For Esposito, the movie's climactic riot scene was especially tough to shoot.

New York was in turmoil

Los Angeles might have taken center stage for tumultuous race relations in the 1990s after the Rodney King beating, but in the decade prior, New York City dominated the headlines. In 1982, a white mob beat a Black transit worker named Willie Turks to death. In 1986, a Black teenager named Michael Griffiths was beaten to death by a white gang. And just before the film's release, five innocent Black and Latino kids were convicted of assaulting a white woman jogging in Central Park; they spent years in prison until they were eventually exonerated.

"We were very nervous. I mean, we're doing a movie about racial tension in New York when things aren't really good," Esposito recalled in an interview with The Guardian. "Spike decided to tell that story."

"Do The Right Thing" captures the growing frustration in a diverse but struggling neighborhood. Throughout the entire movie, Esposito's character, Buggin' Out, is confrontational with the Italian American owner of the neighborhood pizza shop, Sal (Danny Aiello), and the film's climactic scene (which left the neighborhood in shambles) hit particularly close to home for Esposito. The actor said:

"The riot stuff at the end was scary. When you have to get physical, something takes over. There were some intense moments, with people getting in touch with how they really felt. With Danny Aiello, who played Sal, I was cursing him, and he was cursing me, and all of our lives flashed past us. We ended up crying in each other's arms because we'd said some horrible things to each other."

'Spike Lee had done an almost impossible thing'

With "Do The Right Thing," Lee tells New York's story, and so much more. There's an underlying message in the film that the American Dream can be had, but only for those in the right neighborhood. Sal's Pizzeria and a Korean market both struggle in the predominantly black Bed-Stuy neighborhood. The tension boils over when the residents watch helplessly as the police beat and kill Radio Raheem. The neighborhood eventually turns on Sal and almost turns on the Koreans as well. From Rodney King to George Floyd, it's a scene that has now played out too many times in America.

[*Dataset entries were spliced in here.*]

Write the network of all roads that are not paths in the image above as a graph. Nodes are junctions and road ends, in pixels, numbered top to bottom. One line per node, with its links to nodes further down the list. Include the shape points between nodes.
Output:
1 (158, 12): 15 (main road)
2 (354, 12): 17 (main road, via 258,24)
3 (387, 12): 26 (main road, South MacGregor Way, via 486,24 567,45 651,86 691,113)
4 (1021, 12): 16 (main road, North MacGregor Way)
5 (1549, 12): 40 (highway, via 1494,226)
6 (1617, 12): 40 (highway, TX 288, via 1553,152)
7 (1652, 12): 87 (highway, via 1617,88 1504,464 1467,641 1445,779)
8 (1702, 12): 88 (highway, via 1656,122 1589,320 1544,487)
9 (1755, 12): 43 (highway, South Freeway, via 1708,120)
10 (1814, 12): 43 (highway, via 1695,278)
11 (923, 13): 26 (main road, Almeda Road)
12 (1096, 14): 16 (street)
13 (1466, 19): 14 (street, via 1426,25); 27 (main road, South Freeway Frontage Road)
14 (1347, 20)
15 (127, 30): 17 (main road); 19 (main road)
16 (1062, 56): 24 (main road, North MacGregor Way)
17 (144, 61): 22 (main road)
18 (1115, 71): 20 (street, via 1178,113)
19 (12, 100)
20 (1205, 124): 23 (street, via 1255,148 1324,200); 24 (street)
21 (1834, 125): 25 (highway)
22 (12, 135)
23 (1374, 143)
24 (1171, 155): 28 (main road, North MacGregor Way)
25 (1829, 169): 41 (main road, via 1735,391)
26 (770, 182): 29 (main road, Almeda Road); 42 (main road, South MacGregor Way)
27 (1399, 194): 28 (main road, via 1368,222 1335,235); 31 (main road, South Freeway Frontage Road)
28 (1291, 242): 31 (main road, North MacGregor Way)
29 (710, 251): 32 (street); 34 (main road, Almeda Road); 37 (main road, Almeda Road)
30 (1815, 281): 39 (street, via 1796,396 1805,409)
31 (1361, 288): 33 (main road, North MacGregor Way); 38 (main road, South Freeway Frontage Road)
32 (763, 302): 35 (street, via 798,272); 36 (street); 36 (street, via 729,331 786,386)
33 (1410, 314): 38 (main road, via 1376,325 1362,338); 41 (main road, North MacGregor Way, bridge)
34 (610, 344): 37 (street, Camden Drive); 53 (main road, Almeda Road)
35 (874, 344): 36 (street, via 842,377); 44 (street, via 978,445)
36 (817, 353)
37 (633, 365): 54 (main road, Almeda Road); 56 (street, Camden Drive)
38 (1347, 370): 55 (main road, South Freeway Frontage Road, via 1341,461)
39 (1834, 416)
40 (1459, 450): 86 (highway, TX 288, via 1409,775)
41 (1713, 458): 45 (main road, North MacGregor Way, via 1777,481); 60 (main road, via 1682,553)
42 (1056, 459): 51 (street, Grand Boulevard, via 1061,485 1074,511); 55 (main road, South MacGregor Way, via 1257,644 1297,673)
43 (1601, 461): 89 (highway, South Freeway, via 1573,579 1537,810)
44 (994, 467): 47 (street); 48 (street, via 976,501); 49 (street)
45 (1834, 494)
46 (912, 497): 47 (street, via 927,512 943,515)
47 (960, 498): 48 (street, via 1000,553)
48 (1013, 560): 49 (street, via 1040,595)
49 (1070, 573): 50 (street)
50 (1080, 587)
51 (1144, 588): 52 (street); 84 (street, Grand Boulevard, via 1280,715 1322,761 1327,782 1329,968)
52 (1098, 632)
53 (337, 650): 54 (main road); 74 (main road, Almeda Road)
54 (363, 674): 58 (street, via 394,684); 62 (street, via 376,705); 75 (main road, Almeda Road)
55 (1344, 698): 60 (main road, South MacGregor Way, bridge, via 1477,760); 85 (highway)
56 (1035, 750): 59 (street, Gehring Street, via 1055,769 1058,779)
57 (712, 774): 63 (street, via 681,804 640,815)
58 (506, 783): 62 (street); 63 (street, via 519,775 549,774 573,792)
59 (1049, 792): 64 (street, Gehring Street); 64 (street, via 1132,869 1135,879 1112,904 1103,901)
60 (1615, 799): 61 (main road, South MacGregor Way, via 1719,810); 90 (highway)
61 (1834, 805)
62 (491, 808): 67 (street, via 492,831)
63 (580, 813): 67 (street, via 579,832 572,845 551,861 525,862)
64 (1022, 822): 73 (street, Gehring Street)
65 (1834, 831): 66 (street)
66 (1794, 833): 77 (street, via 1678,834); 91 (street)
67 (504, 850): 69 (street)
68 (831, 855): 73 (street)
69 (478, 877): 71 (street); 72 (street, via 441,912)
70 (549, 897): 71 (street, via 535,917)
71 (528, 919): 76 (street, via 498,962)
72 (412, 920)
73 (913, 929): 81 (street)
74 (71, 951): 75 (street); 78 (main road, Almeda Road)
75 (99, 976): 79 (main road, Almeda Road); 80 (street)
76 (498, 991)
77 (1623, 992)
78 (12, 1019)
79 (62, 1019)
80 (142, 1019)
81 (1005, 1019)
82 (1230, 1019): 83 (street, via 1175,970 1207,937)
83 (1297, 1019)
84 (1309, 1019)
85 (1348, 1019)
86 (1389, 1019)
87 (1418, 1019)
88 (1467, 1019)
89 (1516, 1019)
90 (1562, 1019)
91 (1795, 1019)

"Spike Lee had done an almost impossible thing. He'd made a movie about race in America that empathized with all the participants," Roger Ebert wrote in his review of the film. "He didn't draw lines or take sides but simply looked with sadness at one racial flashpoint that stood for many others."

Discrimination in the film is both explicit and implicit. Some instances are obvious, like white police officers driving slowly past Black men on the street, clearly profiling them. Other times it comes via dialogue, like when Da Mayor (Ossie Davis) says to the Korean shop owner, "This ain't China or Korea or wherever you come from," or when Mookie (Spike Lee pulling triple duty as writer, director, and star) tells Tina's mother, "I want my son to speak English. It's bad enough his name is Hector."

While the intensity of the riot sequence might have made him uncomfortable, Esposito believed that audiences connected with the realism of the film. "The whole look and rhythm of the movie is like a heightened reality," he said. "I think that's what makes it so special."